Dschungelcamp 2012: Martin Kesici ist seine Schulden los

Martin Kesici, der „Star Search“-Gewinner aus dem Jahre 2003, hat eine ganz persönliche Motivation, warum er ins „Dschungelcamp 2012“ nach Australien geht. Aber erfreut sich auch darauf, eine neue Herausforderung anzunehmen.

„Dschungelcamp 2012“-Kandidat Martin Kesici ist zwar ein Stadtmensch, aber der Natur trotzdem sehr verbunden. Durch die Teilnahme am Dschungelcamp habe er die Möglichkeit, ein neues Land, neue Pflanzen und Tiere kennenzulernen. Er war schon im Dschungel Thailands unterwegs, Angst habe er deshalb nicht.

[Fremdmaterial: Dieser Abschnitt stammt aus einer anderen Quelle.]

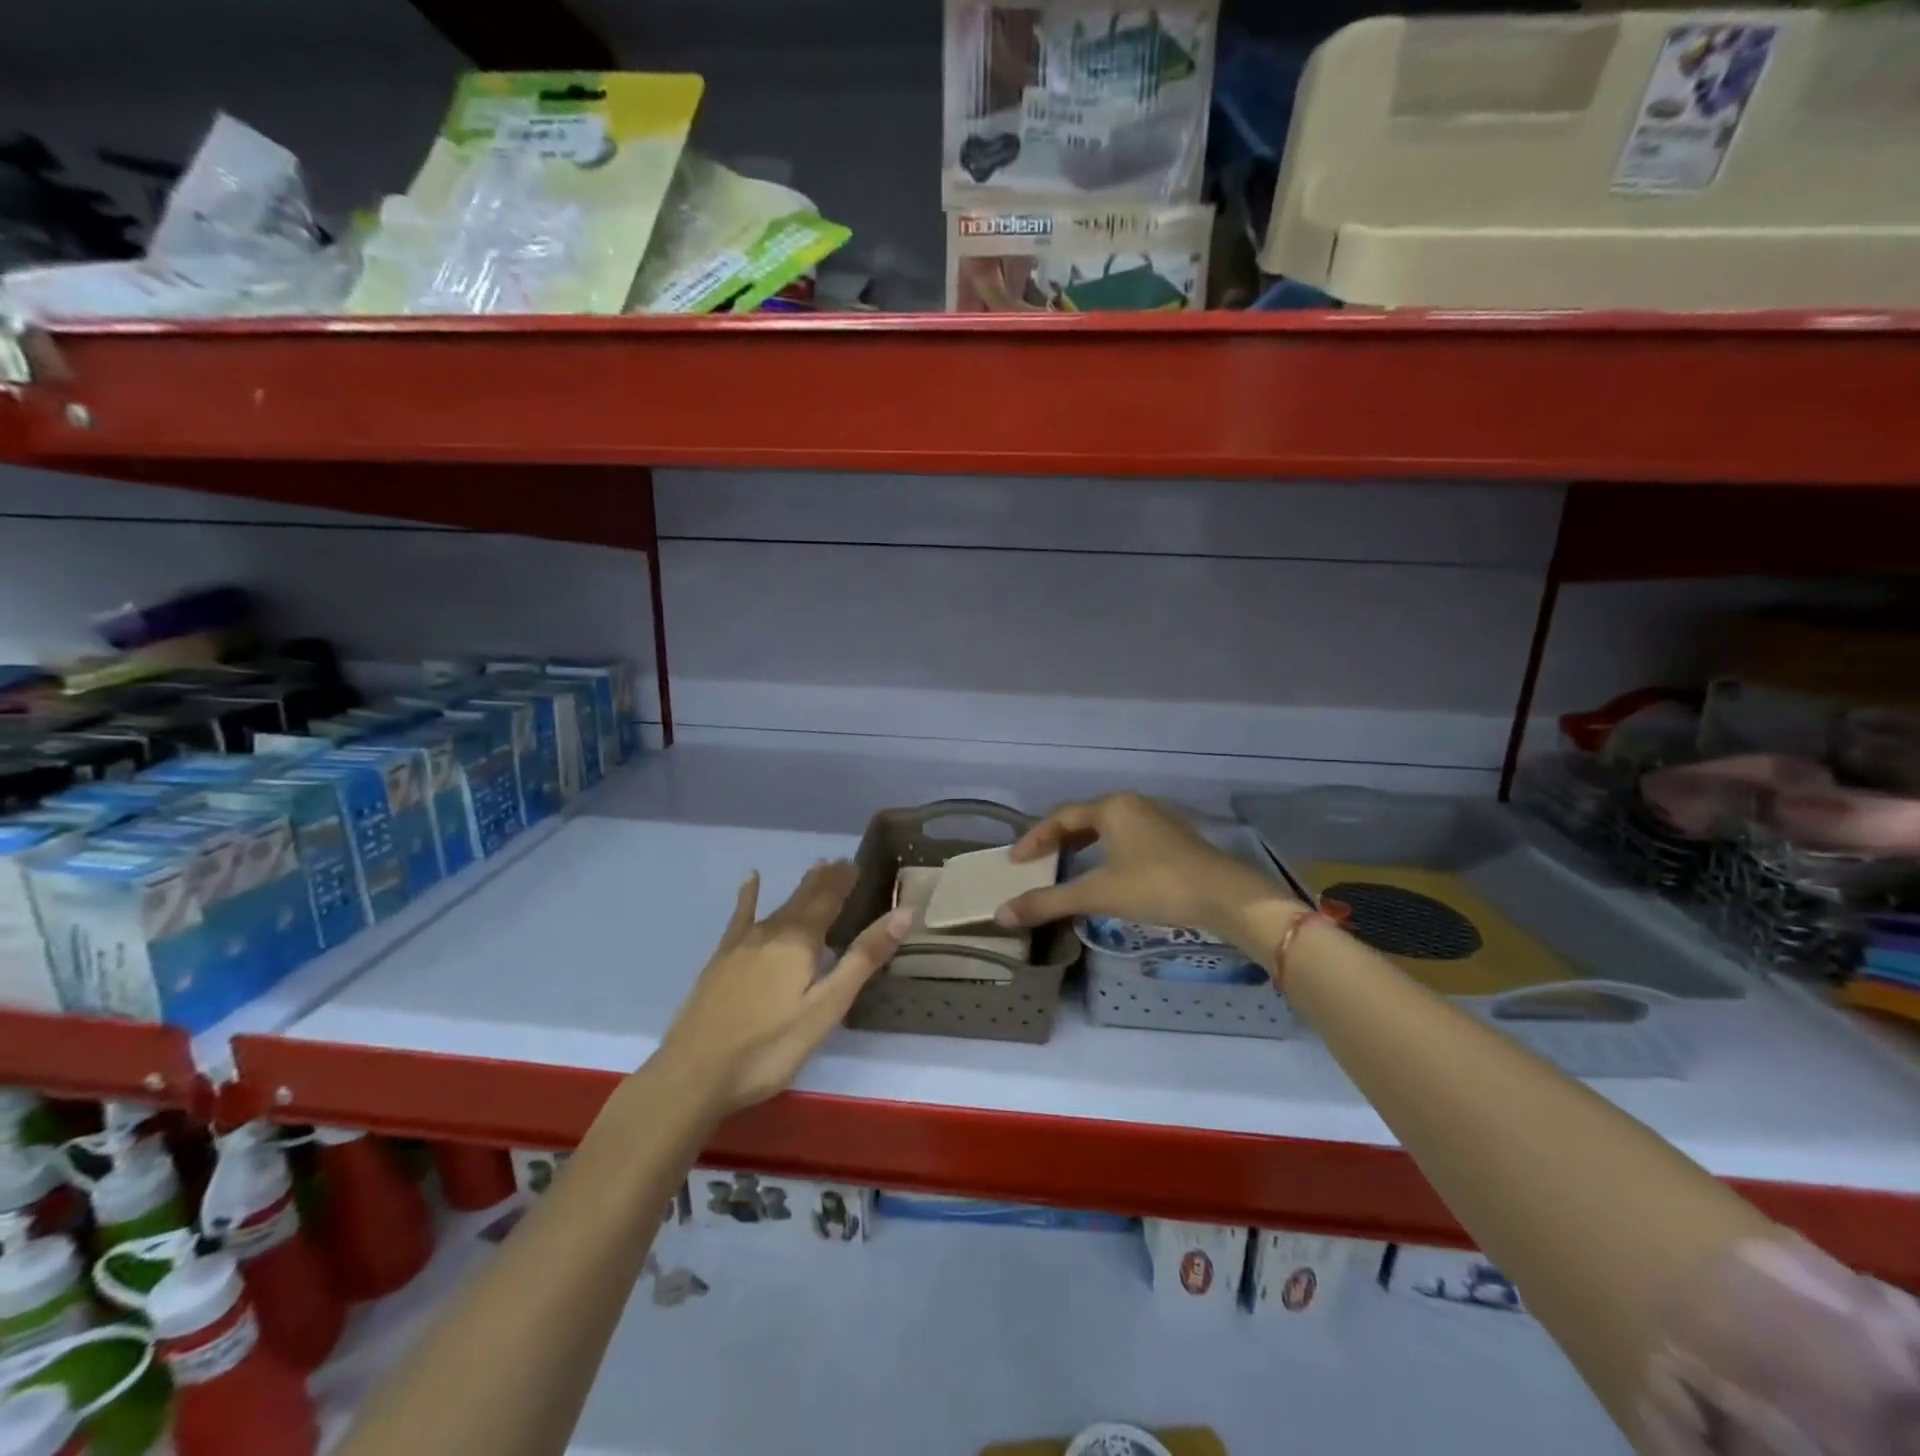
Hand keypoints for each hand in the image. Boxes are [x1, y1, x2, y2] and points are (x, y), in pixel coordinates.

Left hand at [656, 862, 909, 1117]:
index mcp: (800, 942)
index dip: (844, 881)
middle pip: (803, 898)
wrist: (693, 1074)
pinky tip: (749, 880)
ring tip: (815, 869)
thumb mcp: (826, 1008)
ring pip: (778, 906)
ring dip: (800, 889)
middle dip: (824, 880)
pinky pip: (740, 917)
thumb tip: (903, 913)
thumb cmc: (769, 1047)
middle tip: (840, 862)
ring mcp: (741, 944)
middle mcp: (771, 932)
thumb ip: (863, 959)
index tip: (856, 863)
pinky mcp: (721, 960)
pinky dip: (748, 897)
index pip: (829, 900)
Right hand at [996, 793, 1298, 950]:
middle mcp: (1132, 804)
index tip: (1014, 861)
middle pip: (1083, 818)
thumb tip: (1001, 914)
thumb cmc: (1155, 886)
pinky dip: (1104, 851)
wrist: (1225, 896)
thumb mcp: (1097, 894)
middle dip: (1056, 840)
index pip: (1060, 817)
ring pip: (1106, 828)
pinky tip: (1105, 872)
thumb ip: (1048, 902)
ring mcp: (1156, 819)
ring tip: (1064, 866)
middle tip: (1035, 862)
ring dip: (1081, 845)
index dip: (1034, 838)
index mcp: (1111, 807)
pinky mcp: (1173, 838)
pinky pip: (1125, 837)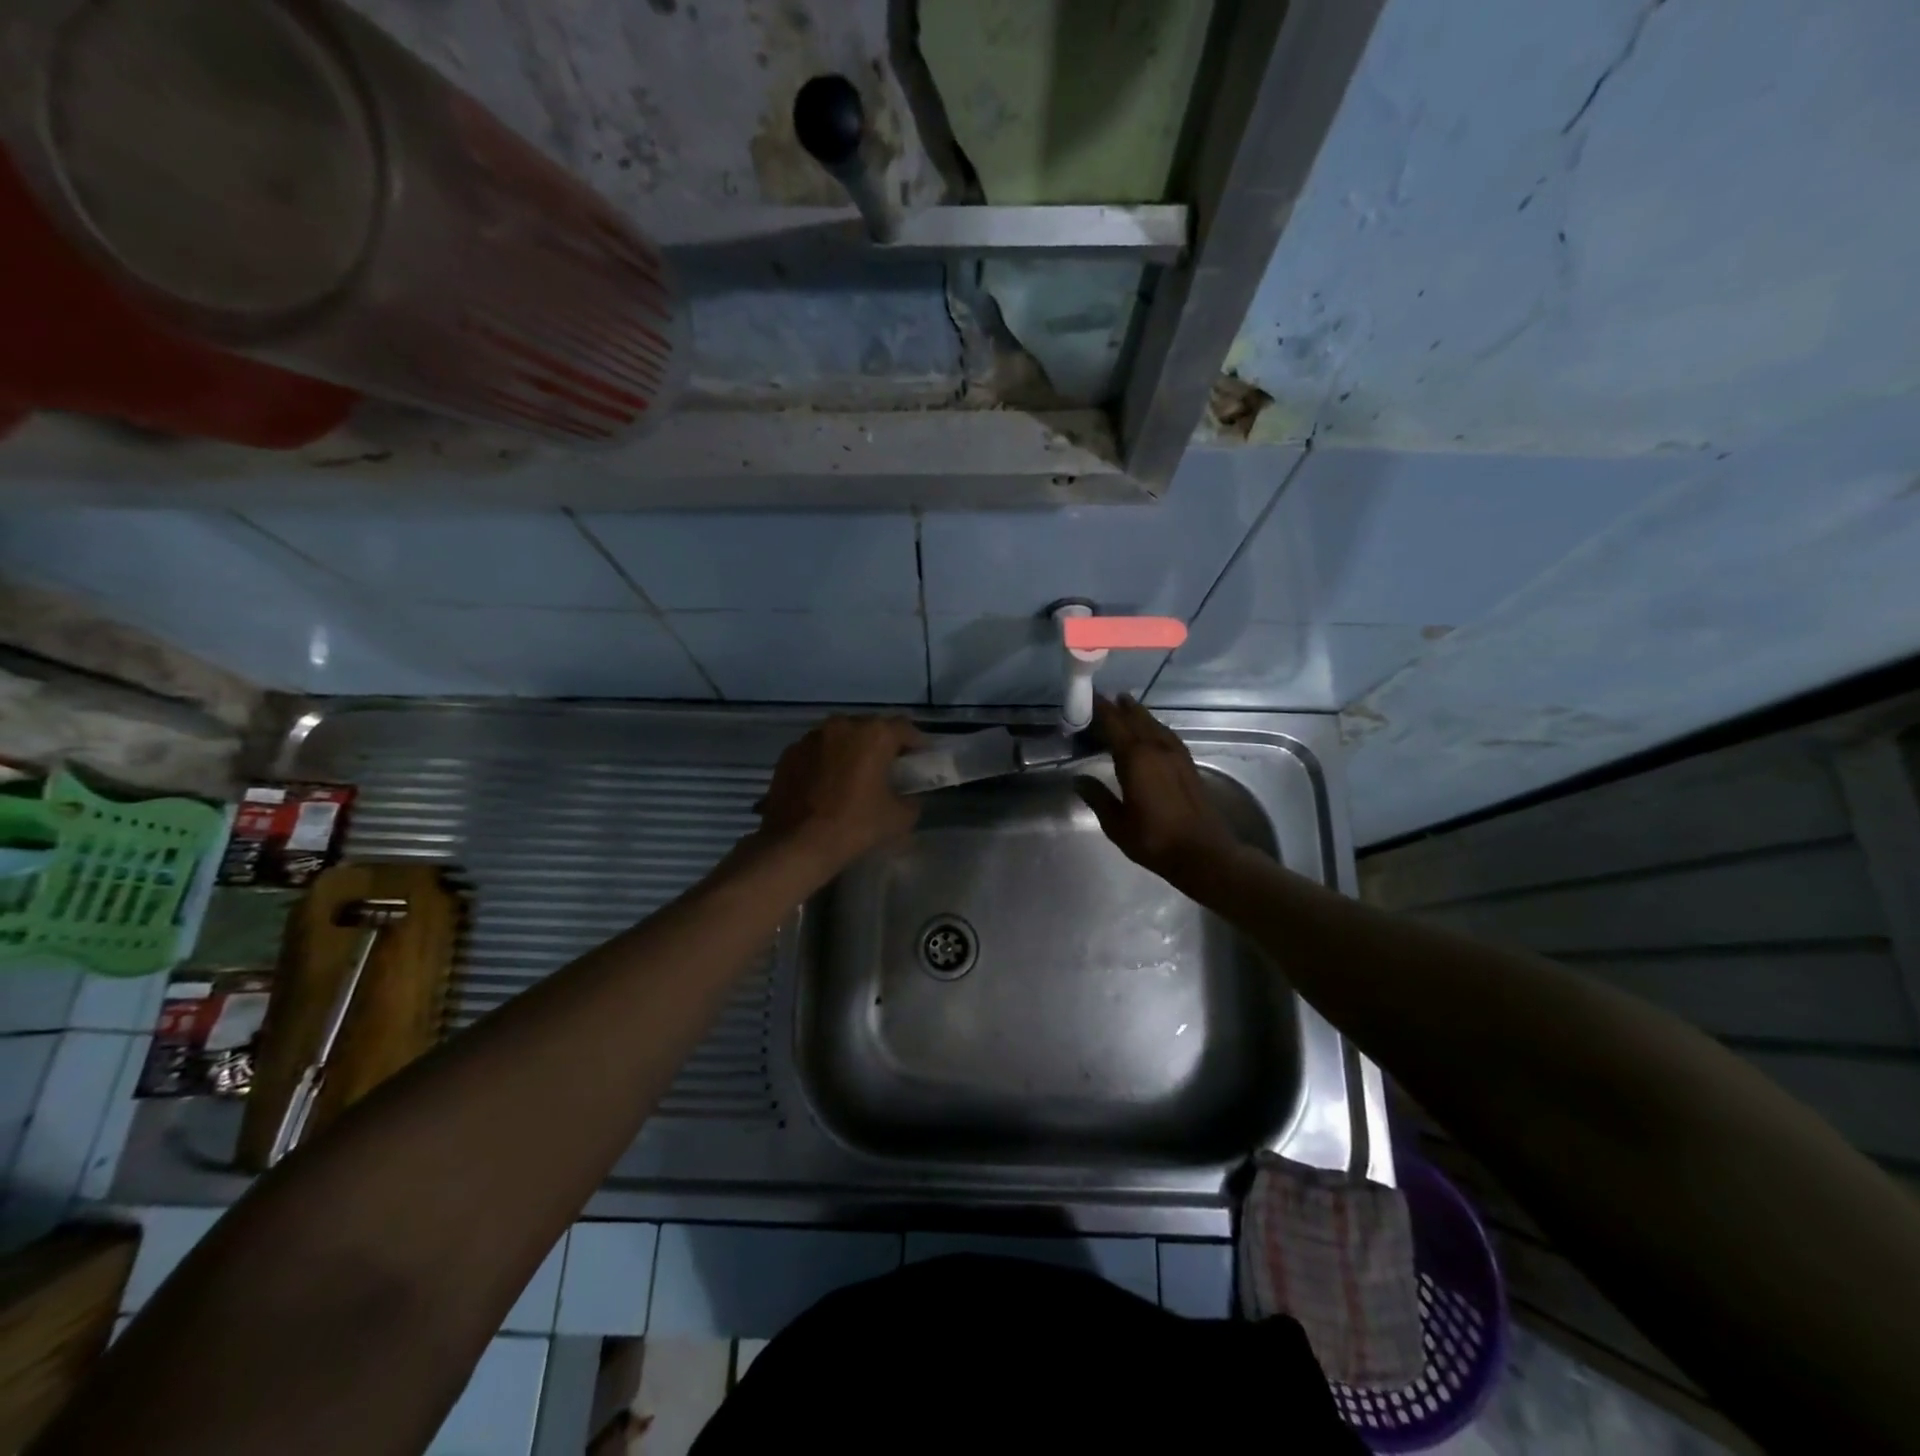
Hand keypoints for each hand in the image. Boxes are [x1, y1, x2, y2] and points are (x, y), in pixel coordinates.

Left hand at [757, 714, 923, 871]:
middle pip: (870, 728)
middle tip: (887, 768)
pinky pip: (816, 751)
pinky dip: (825, 761)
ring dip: (851, 750)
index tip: (919, 760)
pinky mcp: (789, 753)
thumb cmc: (855, 826)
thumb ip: (911, 800)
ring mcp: (811, 737)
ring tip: (853, 775)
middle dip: (881, 744)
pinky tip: (825, 785)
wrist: (797, 844)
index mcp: (874, 734)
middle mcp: (842, 725)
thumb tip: (908, 797)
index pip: (905, 728)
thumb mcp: (899, 818)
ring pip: (840, 736)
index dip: (916, 743)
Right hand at [1075, 695, 1242, 884]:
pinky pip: (1168, 736)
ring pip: (1155, 725)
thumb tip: (1078, 779)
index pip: (1115, 725)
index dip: (1102, 709)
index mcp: (1136, 759)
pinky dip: (1156, 727)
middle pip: (1137, 719)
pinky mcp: (1188, 765)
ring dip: (1140, 714)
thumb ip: (1097, 797)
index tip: (1091, 696)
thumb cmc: (1153, 839)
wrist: (1202, 852)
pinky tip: (1154, 732)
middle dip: (1121, 707)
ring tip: (1128, 705)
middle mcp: (1157, 749)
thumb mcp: (1116, 823)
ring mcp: (1176, 755)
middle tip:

Der Musiker formulierte es so: „Man sollte Respekt davor haben. Es kommen neue Eindrücke und Dinge auf mich zu, die ich noch nie gesehen, angefasst oder gefühlt habe. Es wird eine große Herausforderung.“

Auf die Frage von RTL, ob er eine Führungspersönlichkeit sei, antwortet er eher zurückhaltend: „Ich bin anfangs immer der Beobachter, der alles abwägt. Bei Streitsituationen bin ich eher der Schlichter. Ich versuche, immer möglichst objektiv zu bleiben. Wenn es aber nicht anders geht, dann muss man auch Partei ergreifen und dann kann ich auch laut werden.“

Es gibt allerdings etwas, auf das Martin nur schwer verzichten kann, seine Musik. Die wird ihm ganz besonders fehlen:
„Ich bin ein absoluter Musikjunkie. Egal ob es Rock, Metall,Hardcore oder Klassik ist. Ich brauche am Tag meine zwei, drei, vier Stunden Musik und das wird mir sehr fehlen.“

Doch es gibt auch etwas, was ihn besonders bestärkt hat, in den australischen Busch zu gehen: „In erster Linie geht es mir darum, dass ich durch die Teilnahme meine Schulden auf einmal tilgen kann. Das lästige monatliche Abbezahlen entfällt dann völlig.“

Um das Essen macht sich der „Dschungelcamp 2012“-Teilnehmer derweil nicht wirklich Sorgen, Bohnen und Reise esse er eigentlich gerne. Aber auf Dauer könne es kritisch werden: „Ich liebe Reis und Bohnen. Nur ist im Dschungel leider keine Butter dabei. Ein anderes Problem stellt die Darmaktivität dar, die durch das Essen auftreten wird. Zudem wird das Essen nach einiger Zeit langweilig schmecken, falls keiner die Prüfungen besteht. Da kann ich mir schon vorstellen, dass man sauer wird.“

Auch erhofft sich der „Dschungelcamper“ mehr Aufmerksamkeit, aber weniger in Bezug auf seine Musik. Hierzu sagte er gegenüber RTL: „Ich bin ja nicht am Boden. Ich habe einen festen Job als Moderator bei Star FM. Mir geht es gut. Klar steigt dadurch kurzzeitig der Marktwert. Ich nehme aber am ‚Dschungelcamp 2012‘ nicht teil, um jetzt neu in das Musikgeschäft einzusteigen. Mein Album mit der Band ‚THE CORE‘ ist draußen.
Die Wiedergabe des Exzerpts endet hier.